◆ Task to complete
Find each line below where the word "pixels" occurs, and copy it.

◆ Recorded information
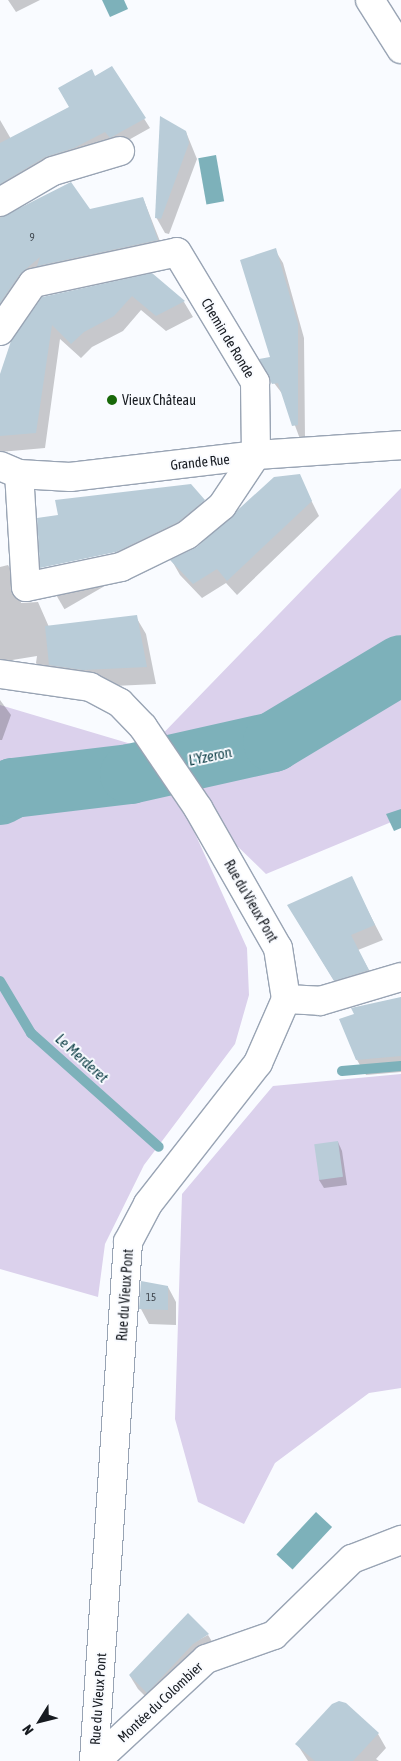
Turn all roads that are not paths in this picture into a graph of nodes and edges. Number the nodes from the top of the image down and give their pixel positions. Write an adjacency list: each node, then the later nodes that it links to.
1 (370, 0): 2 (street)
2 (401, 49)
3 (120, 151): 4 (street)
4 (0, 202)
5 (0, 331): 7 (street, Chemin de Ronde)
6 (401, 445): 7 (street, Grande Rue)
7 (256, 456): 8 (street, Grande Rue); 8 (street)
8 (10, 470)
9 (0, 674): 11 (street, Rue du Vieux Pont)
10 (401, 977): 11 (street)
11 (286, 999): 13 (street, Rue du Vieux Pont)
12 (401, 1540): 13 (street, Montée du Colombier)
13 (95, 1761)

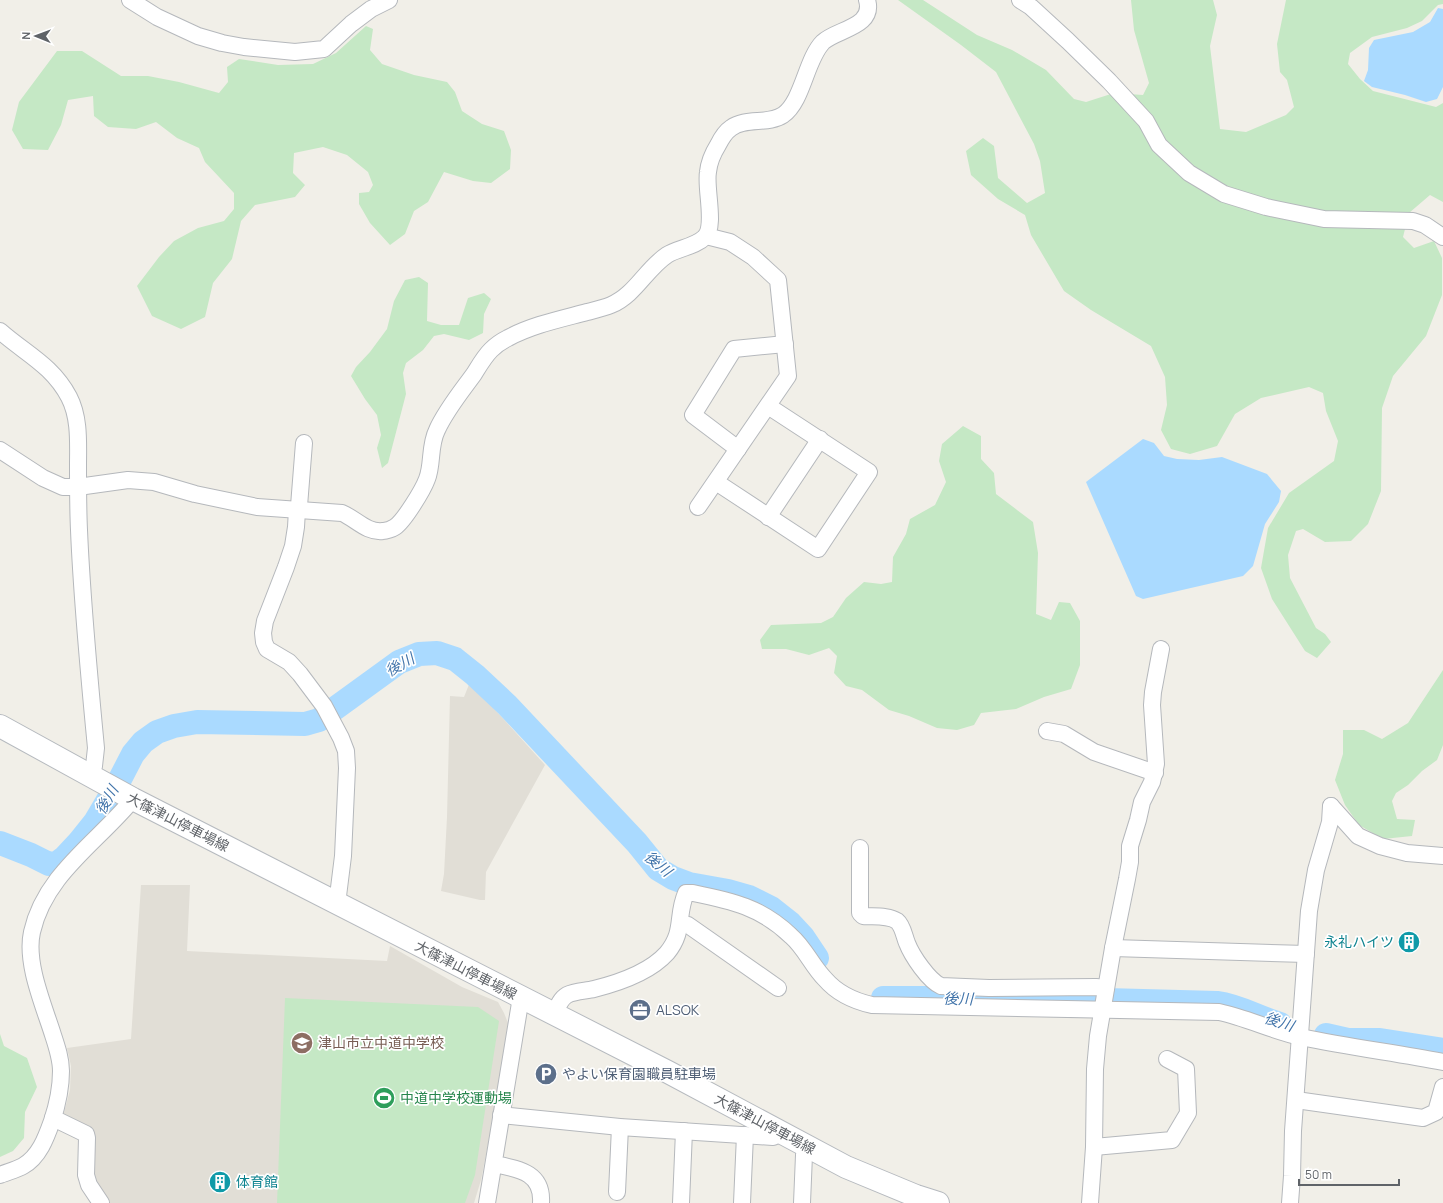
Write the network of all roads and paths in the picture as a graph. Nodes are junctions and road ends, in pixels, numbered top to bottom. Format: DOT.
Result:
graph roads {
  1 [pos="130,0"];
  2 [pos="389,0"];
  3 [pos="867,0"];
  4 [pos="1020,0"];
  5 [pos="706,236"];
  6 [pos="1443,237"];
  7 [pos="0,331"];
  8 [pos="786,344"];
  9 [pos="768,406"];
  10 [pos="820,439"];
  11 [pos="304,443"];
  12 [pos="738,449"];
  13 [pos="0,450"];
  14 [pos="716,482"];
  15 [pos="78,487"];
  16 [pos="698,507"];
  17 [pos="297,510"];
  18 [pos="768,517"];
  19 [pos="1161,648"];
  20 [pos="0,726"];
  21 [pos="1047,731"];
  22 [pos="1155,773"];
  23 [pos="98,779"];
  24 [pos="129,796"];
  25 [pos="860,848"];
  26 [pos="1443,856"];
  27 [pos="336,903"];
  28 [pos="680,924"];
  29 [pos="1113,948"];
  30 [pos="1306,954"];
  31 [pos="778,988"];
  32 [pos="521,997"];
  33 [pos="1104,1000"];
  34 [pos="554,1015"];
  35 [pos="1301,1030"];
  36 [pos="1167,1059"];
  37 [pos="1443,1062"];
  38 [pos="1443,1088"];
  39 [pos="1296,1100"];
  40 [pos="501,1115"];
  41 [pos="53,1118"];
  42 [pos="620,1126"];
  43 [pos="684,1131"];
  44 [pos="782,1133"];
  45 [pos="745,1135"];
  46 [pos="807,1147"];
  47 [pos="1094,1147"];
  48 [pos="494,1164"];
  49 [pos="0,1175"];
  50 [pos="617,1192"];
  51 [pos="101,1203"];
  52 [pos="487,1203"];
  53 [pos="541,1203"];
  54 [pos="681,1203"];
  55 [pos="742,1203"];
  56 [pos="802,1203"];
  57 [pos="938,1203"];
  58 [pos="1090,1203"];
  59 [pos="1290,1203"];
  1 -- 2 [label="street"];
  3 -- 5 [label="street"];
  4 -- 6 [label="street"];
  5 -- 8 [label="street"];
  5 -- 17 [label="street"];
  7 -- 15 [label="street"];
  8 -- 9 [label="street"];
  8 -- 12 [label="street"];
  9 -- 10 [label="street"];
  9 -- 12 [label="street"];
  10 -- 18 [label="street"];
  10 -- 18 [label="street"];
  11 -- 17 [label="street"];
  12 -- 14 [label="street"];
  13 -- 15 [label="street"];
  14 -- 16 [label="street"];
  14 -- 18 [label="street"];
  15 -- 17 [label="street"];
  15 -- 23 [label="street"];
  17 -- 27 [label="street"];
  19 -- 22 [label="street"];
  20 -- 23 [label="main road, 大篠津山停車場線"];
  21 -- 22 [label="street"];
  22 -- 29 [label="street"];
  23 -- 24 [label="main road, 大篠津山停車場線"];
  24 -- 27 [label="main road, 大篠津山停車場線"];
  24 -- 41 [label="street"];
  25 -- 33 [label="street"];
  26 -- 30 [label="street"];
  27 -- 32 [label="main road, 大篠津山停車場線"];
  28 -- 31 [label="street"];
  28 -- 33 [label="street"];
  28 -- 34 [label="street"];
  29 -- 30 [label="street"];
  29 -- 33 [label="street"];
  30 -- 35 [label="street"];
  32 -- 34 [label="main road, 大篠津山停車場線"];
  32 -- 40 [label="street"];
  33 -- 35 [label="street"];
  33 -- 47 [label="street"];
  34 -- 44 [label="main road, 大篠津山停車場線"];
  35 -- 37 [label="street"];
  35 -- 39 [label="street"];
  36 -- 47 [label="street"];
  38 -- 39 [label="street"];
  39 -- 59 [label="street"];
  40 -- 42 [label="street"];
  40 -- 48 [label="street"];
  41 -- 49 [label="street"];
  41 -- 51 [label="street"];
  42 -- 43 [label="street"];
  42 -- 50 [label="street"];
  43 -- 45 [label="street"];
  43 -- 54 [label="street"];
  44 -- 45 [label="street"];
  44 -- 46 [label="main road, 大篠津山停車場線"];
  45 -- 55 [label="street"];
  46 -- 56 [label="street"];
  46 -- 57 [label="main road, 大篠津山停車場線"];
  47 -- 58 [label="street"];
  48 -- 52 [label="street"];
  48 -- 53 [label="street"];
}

--

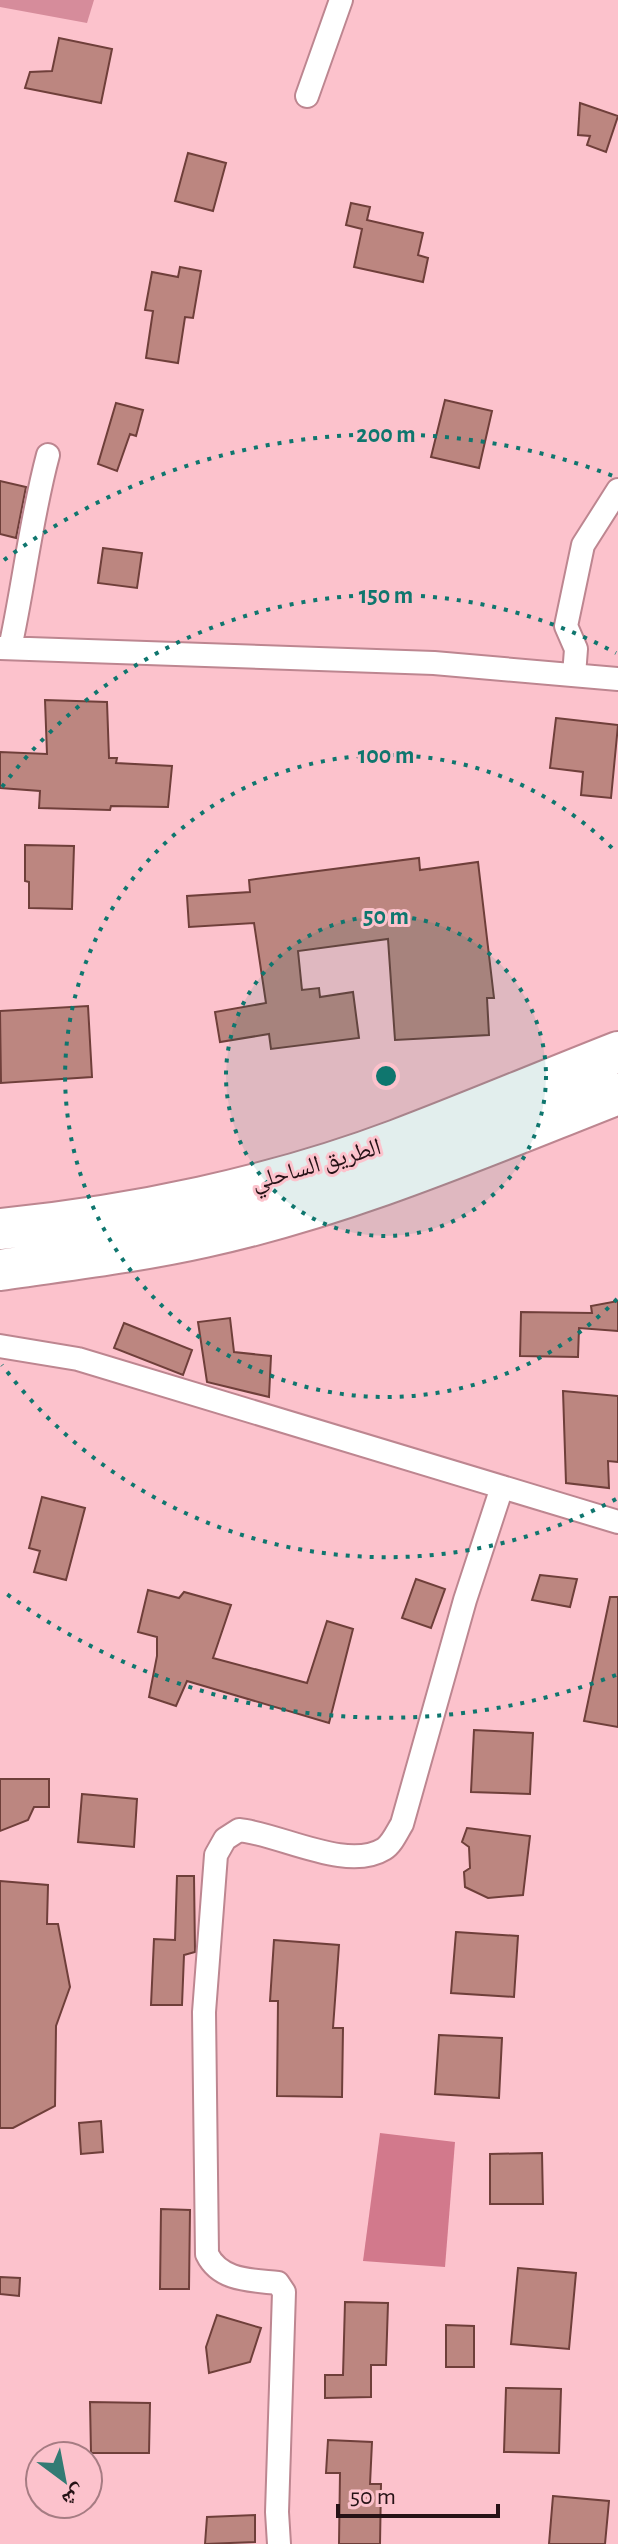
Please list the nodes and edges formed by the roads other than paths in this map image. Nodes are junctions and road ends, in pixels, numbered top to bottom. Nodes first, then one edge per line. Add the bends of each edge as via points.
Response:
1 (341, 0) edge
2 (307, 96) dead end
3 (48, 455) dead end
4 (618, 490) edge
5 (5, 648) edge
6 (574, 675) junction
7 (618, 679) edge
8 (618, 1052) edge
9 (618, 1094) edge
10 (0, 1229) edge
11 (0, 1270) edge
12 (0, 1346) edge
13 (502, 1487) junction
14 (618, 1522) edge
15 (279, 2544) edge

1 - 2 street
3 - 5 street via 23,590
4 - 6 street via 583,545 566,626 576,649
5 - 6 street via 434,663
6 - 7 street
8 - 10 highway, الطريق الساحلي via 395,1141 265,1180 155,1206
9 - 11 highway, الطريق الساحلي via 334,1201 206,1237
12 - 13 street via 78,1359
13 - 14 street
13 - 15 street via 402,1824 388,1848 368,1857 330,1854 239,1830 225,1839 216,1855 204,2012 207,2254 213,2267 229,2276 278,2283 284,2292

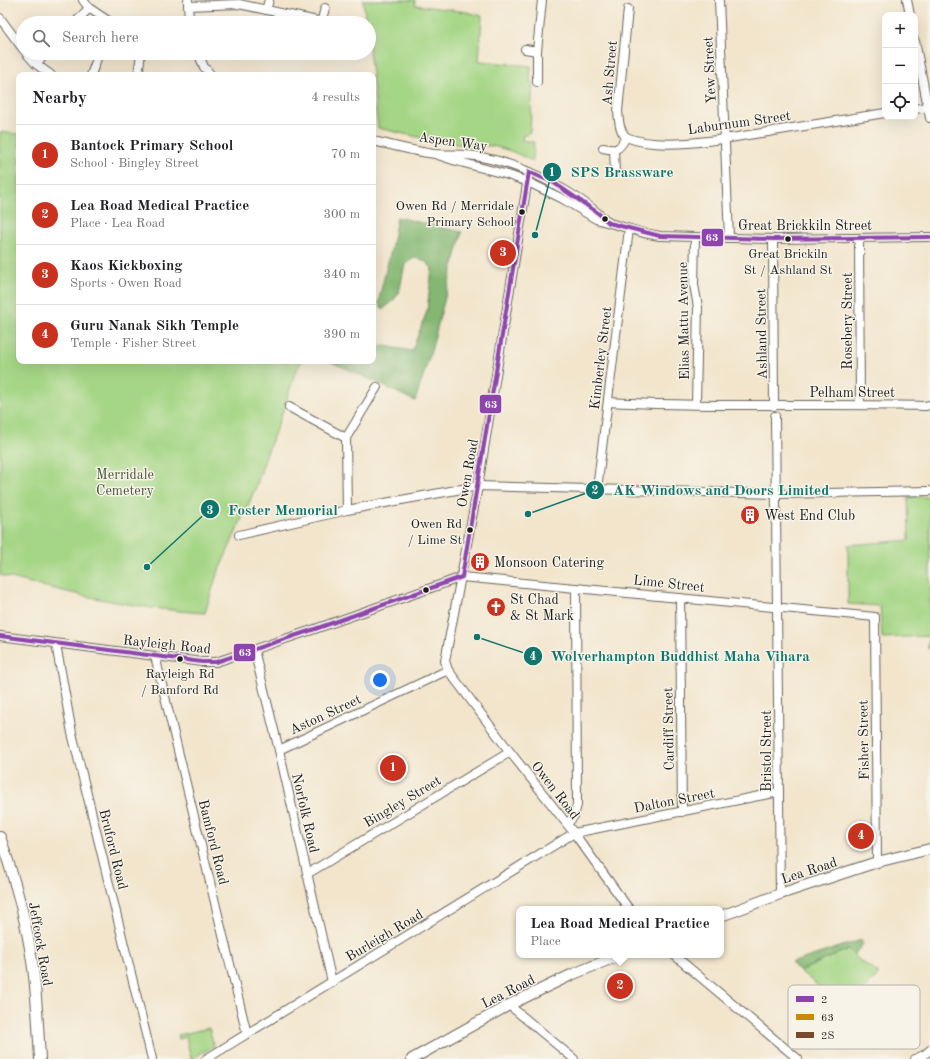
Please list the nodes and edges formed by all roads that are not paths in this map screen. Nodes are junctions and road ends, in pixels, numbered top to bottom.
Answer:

--

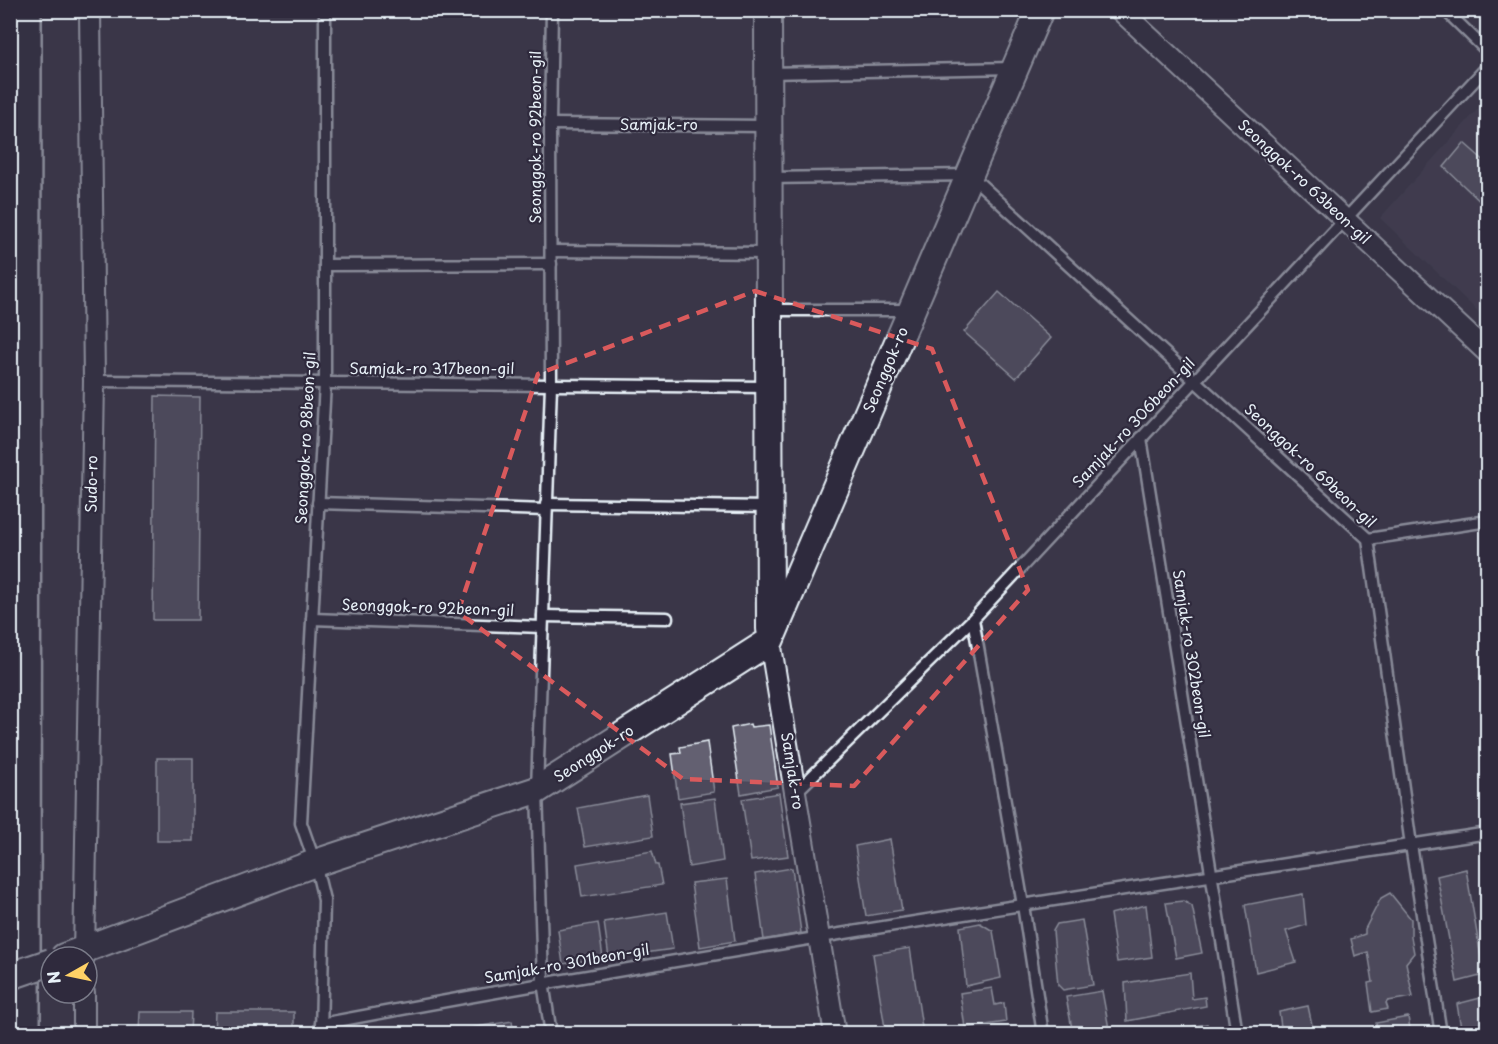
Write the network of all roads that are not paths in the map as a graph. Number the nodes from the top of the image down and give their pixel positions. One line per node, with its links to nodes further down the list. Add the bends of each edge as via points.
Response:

◆ Response to this exercise
Write the network of all roads and paths in the picture as a graph. Nodes are junctions and road ends, in pixels, numbered top to bottom. Format: DOT.
Please list the nodes and edges formed by the roads other than paths in this map image. Nodes are junctions and road ends, in pixels, numbered top to bottom. Nodes first, then one edge per line. Add the bends of each edge as via points.
Please list the nodes and edges formed by all roads that are not paths in this map screen. Nodes are junctions and road ends, in pixels, numbered top to bottom.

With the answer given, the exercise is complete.